Tucker Hentz (Geologist)
Tucker F. Hentz is a Research Associate at the Bureau of Economic Geology, The University of Texas at Austin. His technical expertise is siliciclastic sedimentology and sequence stratigraphy, specializing in basin-scale depositional architecture and facies relations. Mr. Hentz has experience in sandstone petrography, particularly of tight-gas reservoirs; regional-scale geologic mapping of continental strata, Gulf Coast hydrocarbon trends and volumetrics, and field- and subsurface-based lithostratigraphic and sequence-stratigraphic analysis. Mr. Hentz has worked for the Bureau of Economic Geology for 17 years on a variety of research projects. Prior to joining the Bureau, he worked for Exxon Company U.S.A. in New Orleans, Louisiana, as an exploration geologist.

Hongliu Zeng (Geophysicist)
Dr. Hongliu Zeng is a Research Scientist at the Bureau of Economic Geology, The University of Texas at Austin.

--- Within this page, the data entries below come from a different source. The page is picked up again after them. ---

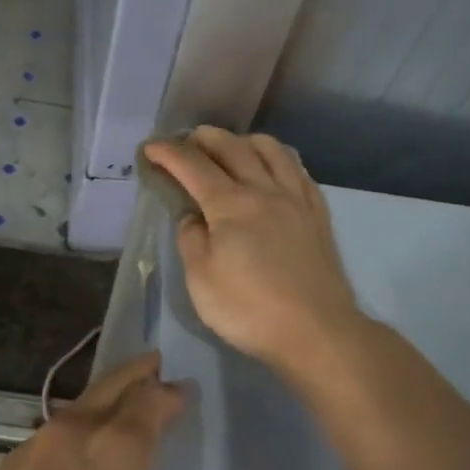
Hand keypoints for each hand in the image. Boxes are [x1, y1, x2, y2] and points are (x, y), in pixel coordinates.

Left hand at [0, 353, 186, 469]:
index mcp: (118, 450)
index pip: (151, 402)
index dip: (170, 393)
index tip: (183, 392)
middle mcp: (77, 433)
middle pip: (111, 386)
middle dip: (135, 373)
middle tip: (153, 365)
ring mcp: (35, 447)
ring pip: (77, 407)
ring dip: (101, 400)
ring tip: (116, 408)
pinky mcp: (6, 468)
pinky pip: (48, 437)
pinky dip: (69, 434)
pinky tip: (70, 459)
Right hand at [142, 128, 364, 377]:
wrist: (316, 331)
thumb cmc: (249, 309)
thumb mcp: (201, 280)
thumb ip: (191, 240)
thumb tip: (193, 217)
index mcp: (231, 205)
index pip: (193, 166)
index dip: (169, 153)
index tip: (151, 147)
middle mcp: (265, 190)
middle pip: (233, 147)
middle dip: (205, 138)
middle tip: (188, 141)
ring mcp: (296, 199)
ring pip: (272, 150)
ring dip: (245, 140)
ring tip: (232, 147)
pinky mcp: (318, 215)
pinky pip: (298, 170)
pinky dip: (278, 158)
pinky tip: (274, 170)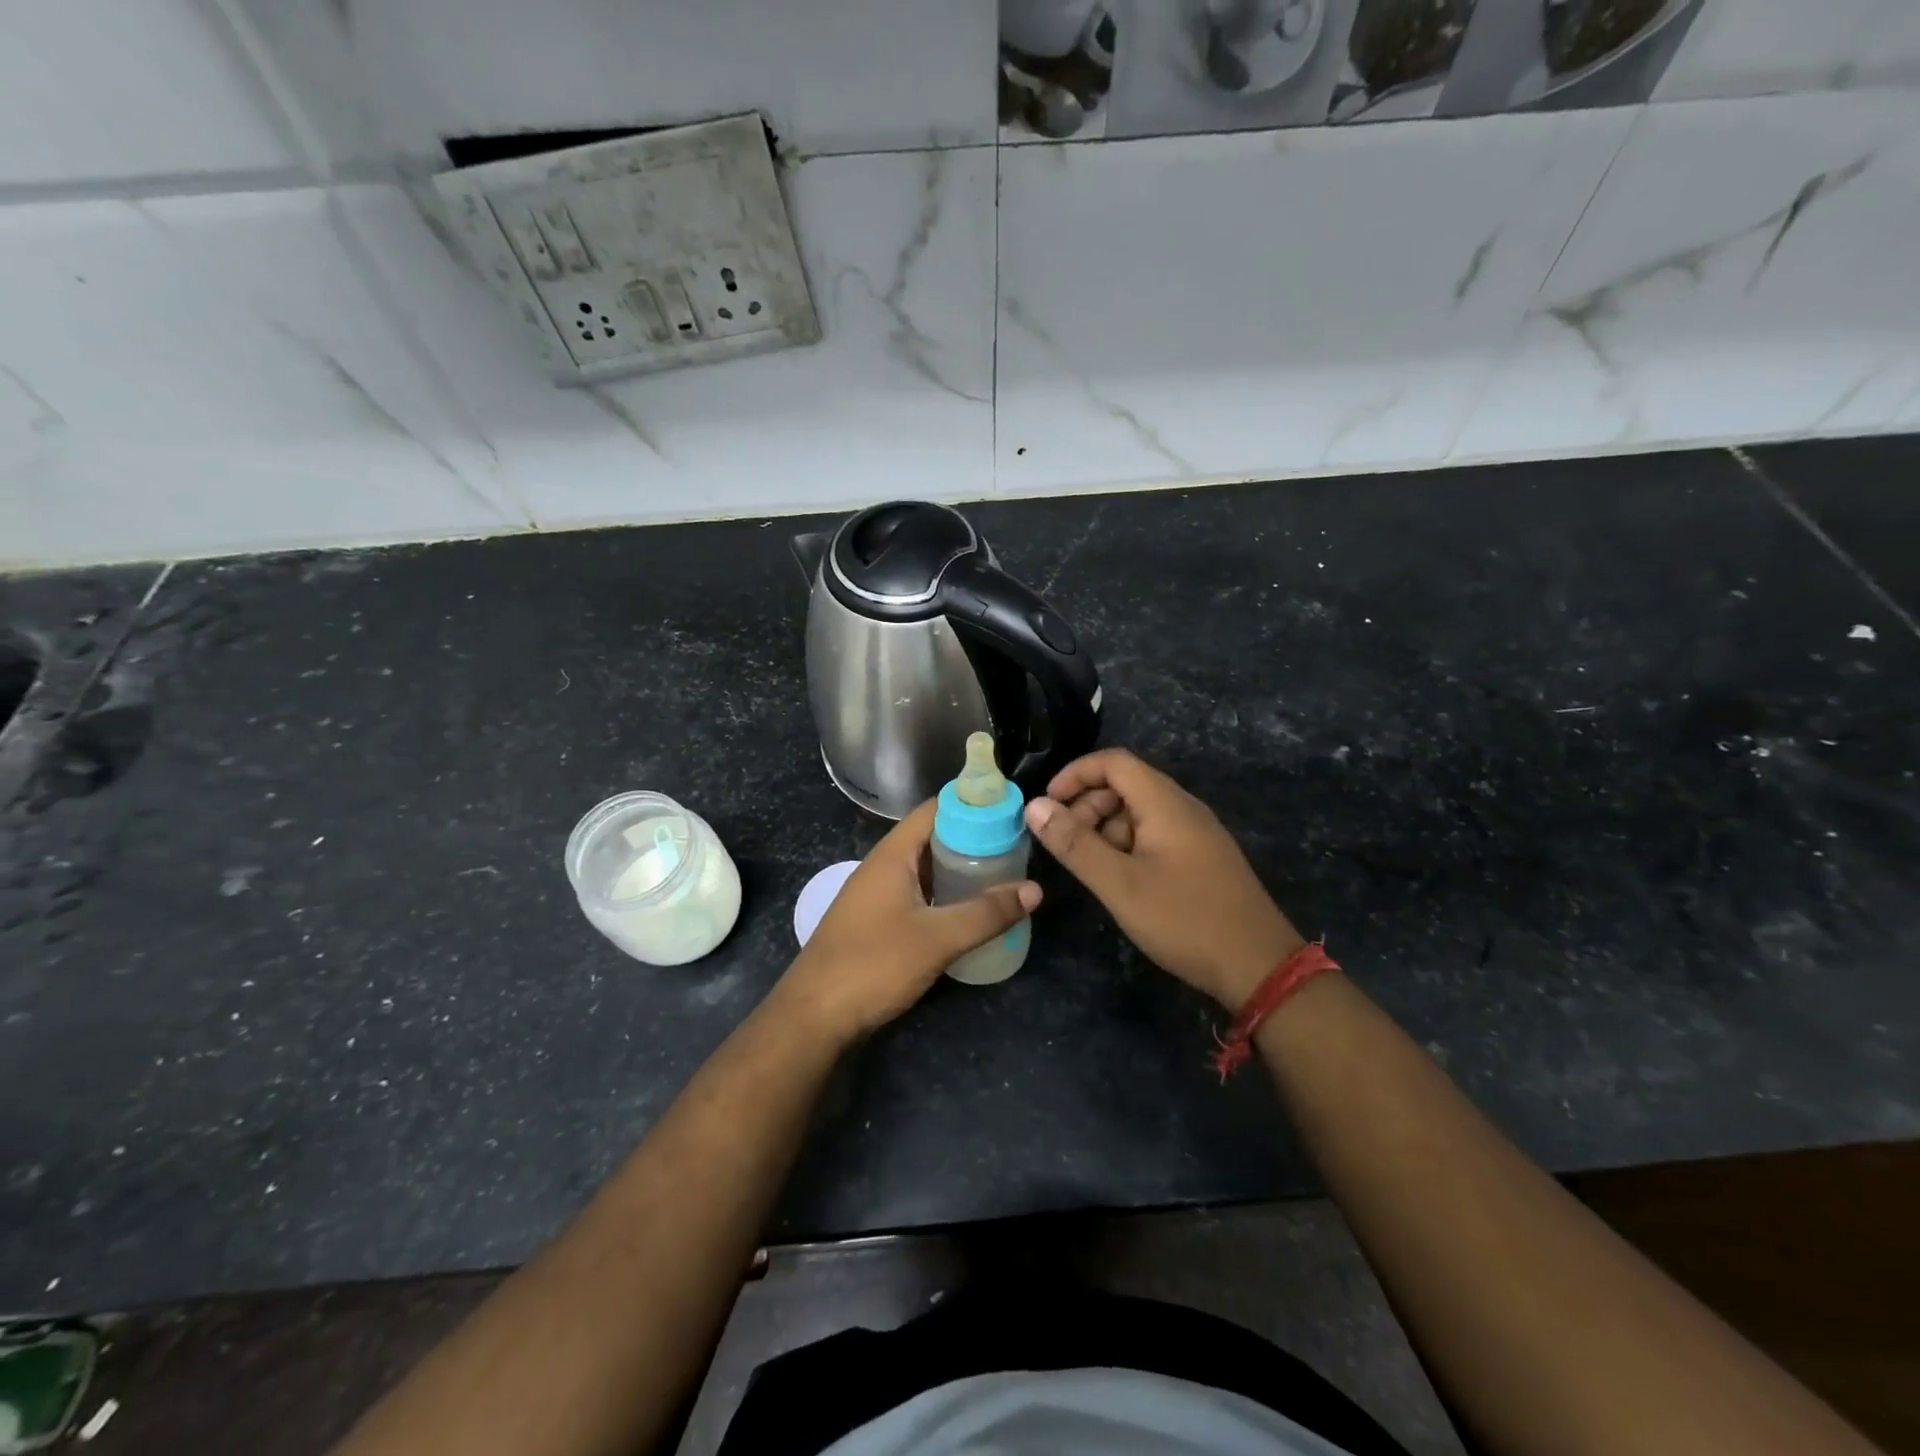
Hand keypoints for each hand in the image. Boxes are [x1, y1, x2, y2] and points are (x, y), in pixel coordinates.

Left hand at [773, 799, 1041, 1047]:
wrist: (813, 1016)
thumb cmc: (873, 964)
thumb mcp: (937, 938)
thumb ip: (986, 913)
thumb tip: (1034, 890)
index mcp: (892, 855)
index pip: (935, 809)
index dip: (971, 805)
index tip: (1010, 811)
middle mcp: (882, 866)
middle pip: (932, 838)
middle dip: (972, 840)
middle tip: (1015, 848)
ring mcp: (875, 895)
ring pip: (924, 869)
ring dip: (958, 870)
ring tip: (1001, 877)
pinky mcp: (875, 923)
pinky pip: (916, 894)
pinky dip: (943, 895)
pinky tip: (967, 912)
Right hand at [1024, 749, 1302, 1009]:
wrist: (1259, 966)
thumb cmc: (1184, 919)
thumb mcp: (1119, 884)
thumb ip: (1075, 844)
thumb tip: (1035, 807)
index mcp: (1165, 803)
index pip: (1113, 762)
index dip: (1074, 775)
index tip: (1047, 807)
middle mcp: (1182, 808)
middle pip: (1124, 785)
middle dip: (1087, 806)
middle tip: (1066, 845)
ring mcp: (1196, 833)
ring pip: (1138, 812)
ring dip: (1105, 830)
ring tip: (1091, 870)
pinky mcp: (1201, 858)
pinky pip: (1155, 835)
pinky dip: (1127, 847)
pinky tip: (1121, 882)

His technical expertise is in seismic sedimentology, 3-D seismic modeling, seismic stratigraphy, reservoir characterization, and special processing and seismic attributes application. Dr. Zeng has been at the BEG for 2 years and has been a seismic interpreter for several reservoir characterization projects. His previous experience includes 4 years of teaching and research at the Petroleum University at Beijing and 3 years of research, exploration, and interpretation at Texaco, Inc.

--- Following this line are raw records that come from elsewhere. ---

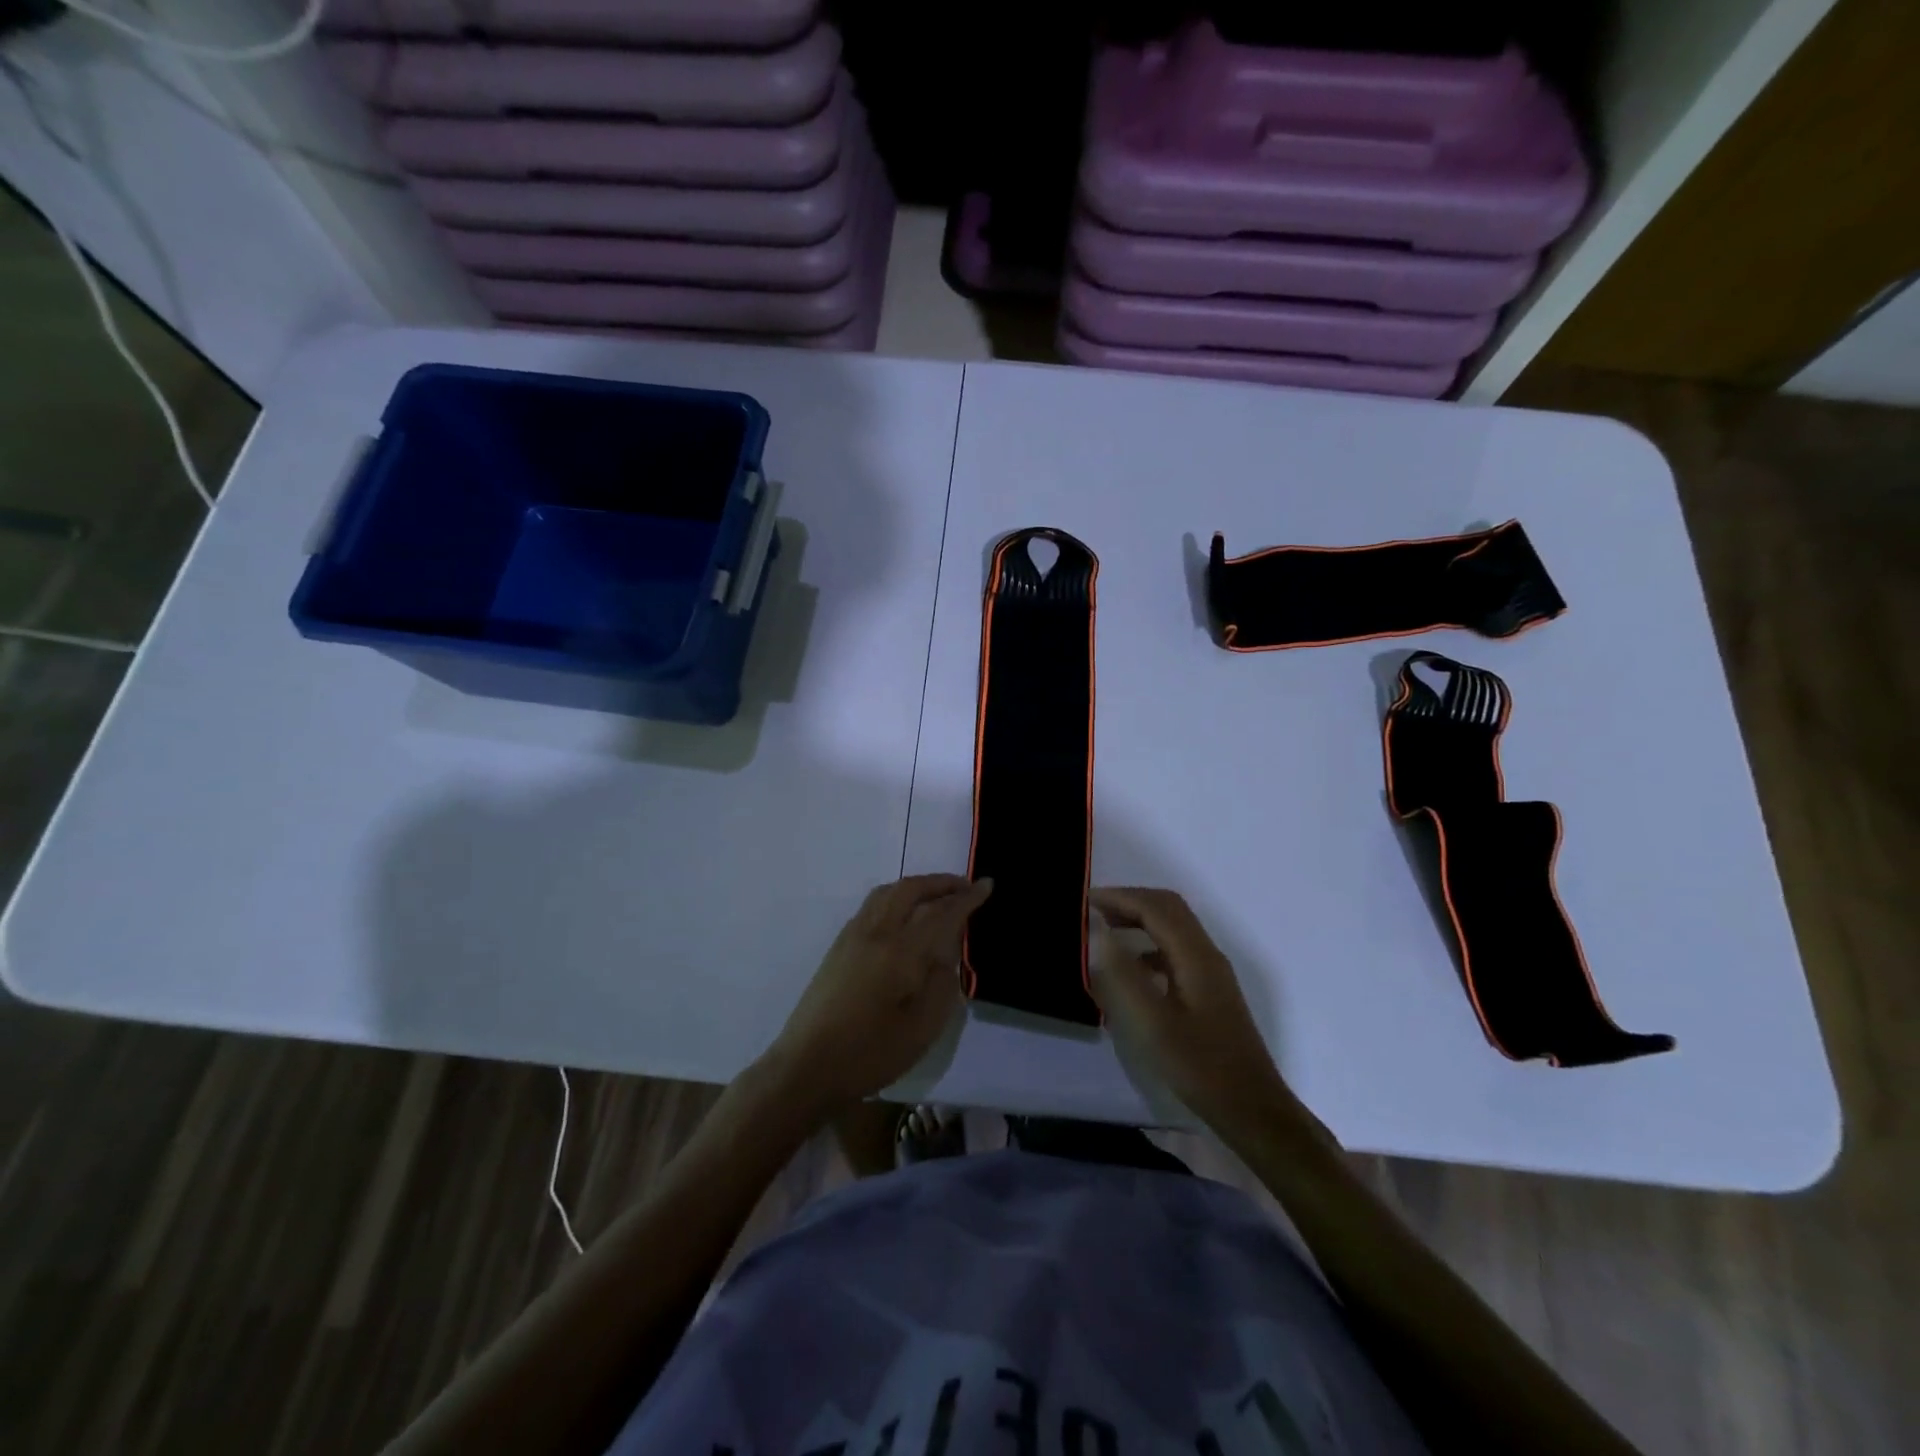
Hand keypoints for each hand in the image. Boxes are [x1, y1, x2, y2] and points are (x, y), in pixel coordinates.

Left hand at [762, 875, 991, 1118]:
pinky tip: (904, 914)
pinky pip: (873, 905)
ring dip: (916, 886)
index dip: (967, 898)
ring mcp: (852, 937)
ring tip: (937, 895)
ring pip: (887, 892)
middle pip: (910, 889)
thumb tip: (946, 952)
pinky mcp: (838, 947)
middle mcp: (874, 933)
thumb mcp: (922, 1028)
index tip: (987, 885)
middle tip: (965, 886)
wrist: (805, 1069)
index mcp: (899, 952)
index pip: (940, 912)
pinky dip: (896, 897)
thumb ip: (942, 983)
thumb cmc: (869, 1054)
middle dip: (941, 882)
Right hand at [1089, 887, 1291, 1134]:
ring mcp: (1211, 973)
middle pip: (1168, 909)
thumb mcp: (1152, 1023)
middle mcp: (1207, 954)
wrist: (1251, 1108)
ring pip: (1174, 928)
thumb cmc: (1199, 1066)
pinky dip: (1149, 945)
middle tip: (1092, 910)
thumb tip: (1097, 930)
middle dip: (1130, 902)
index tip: (1083, 902)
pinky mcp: (1210, 991)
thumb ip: (1122, 974)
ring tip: (1105, 932)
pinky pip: (1176, 950)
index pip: (1155, 907)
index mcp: (1195, 956)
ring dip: (1140, 920)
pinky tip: (1132, 969)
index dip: (1119, 898)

Bob Barba (Petrophysicist)
Bob has been a senior petrophysical advisor at the Bureau of Economic Geology since 1996. His primary technical expertise is the integration of petrophysical information with the reservoir engineering and completion engineering disciplines. He was a Distinguished Lecturer for the Society of Petroleum Engineers in1995-1996 and a SPE Speaker's Bureau Speaker from 1995 through 1997. He is the primary author of the top industry short course on the use of petrophysics in hydraulic fracture optimization, with over 2000 attendees from over 100 companies attending to date. His industry experience includes engineering and technical management positions with Schlumberger and President of an exploration and production company. He has authored 25 technical papers on the integration of petrophysics with reservoir and completion engineering. He has a B.S. from the United States Naval Academy and has a M.S. from the University of Florida.

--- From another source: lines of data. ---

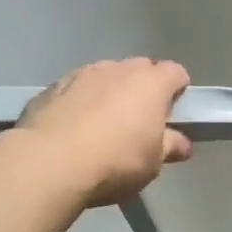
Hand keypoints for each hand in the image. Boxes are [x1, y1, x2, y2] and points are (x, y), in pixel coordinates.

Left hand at [16, 58, 193, 205]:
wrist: (49, 163)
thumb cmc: (116, 161)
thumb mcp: (153, 162)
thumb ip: (170, 146)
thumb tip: (183, 144)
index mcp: (150, 83)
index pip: (175, 73)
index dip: (178, 90)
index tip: (174, 113)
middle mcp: (117, 69)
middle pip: (140, 69)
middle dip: (143, 88)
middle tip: (140, 120)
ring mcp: (81, 74)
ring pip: (105, 76)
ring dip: (109, 92)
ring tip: (102, 124)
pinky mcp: (51, 87)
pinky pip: (75, 89)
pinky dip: (80, 102)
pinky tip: (73, 128)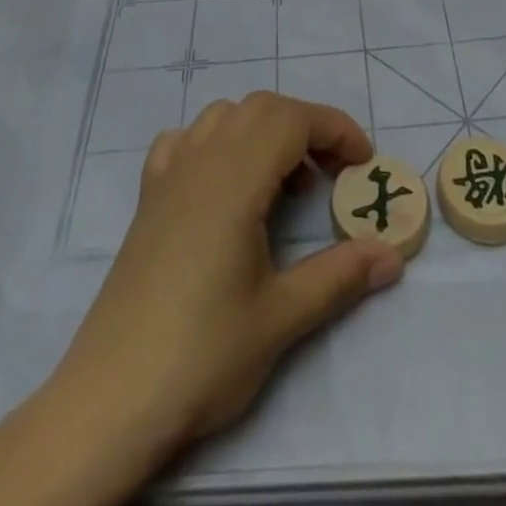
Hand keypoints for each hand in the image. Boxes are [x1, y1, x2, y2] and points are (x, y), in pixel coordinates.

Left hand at [0, 94, 405, 505]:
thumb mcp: (281, 318)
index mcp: (235, 179)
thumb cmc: (203, 353)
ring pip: (223, 116)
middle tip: (333, 174)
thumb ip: (340, 276)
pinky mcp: (148, 197)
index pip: (292, 119)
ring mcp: (168, 174)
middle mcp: (200, 160)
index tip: (364, 162)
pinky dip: (216, 142)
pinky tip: (224, 183)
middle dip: (306, 127)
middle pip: (261, 108)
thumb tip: (394, 255)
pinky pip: (186, 140)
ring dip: (263, 131)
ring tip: (284, 183)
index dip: (335, 129)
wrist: (112, 396)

Mark H. Holtz (Reservoir Engineer)
Mark H. Holtz is a reservoir engineer with over 15 years of reservoir-characterization experience at the Bureau of Economic Geology. His expertise is integration of geology and engineering in both carbonate and sandstone oil and gas reservoirs. He has authored or co-authored 14 University of Texas Monographs, 45 technical papers, and 31 abstracts on reservoir characterization. His engineering experience has been broadly applied in primary and secondary oil and gas projects throughout Texas, as well as siliciclastic successions in the Australian Cooper and Eromanga Basins; various basins in Venezuela, Argentina, and Mexico; and the Vienna Basin of Austria. He has taught more than 15 short courses (in-house oil company courses, public continuing education, and DOE technology transfer courses). He holds a B.S. in geology from the University of Wisconsin, Madison, and a B.S. in Petroleum Engineering from The University of Texas at Austin. He serves as a reservoir engineering technical editor, was the secretary of the Austin chapter for the Society of Petroleum Engineers, and is a registered professional engineer with the state of Texas.

Dallas B. Dunlap (Geologist)
Dallas has been employed by the Bureau of Economic Geology since 1996. His expertise is in subsurface mapping and geologic/petrophysical modeling. Dallas has been involved with multiple domestic and international reservoir characterization projects. Many of these projects were in Venezuela, on- and offshore, as well as Austria, and the Gulf of Mexico. He gives inhouse software training classes and gives software workflow guidance to many of the Bureau's projects. He acts as the system administrator to the UNIX geologic applications and helps with technical support. Dallas is also a member of the Bureau's 3D Visualization team, which uses emerging computer technologies to present geologic models and data in a virtual cave environment. He has a B.S. in Geological Sciences from The University of Texas at Austin.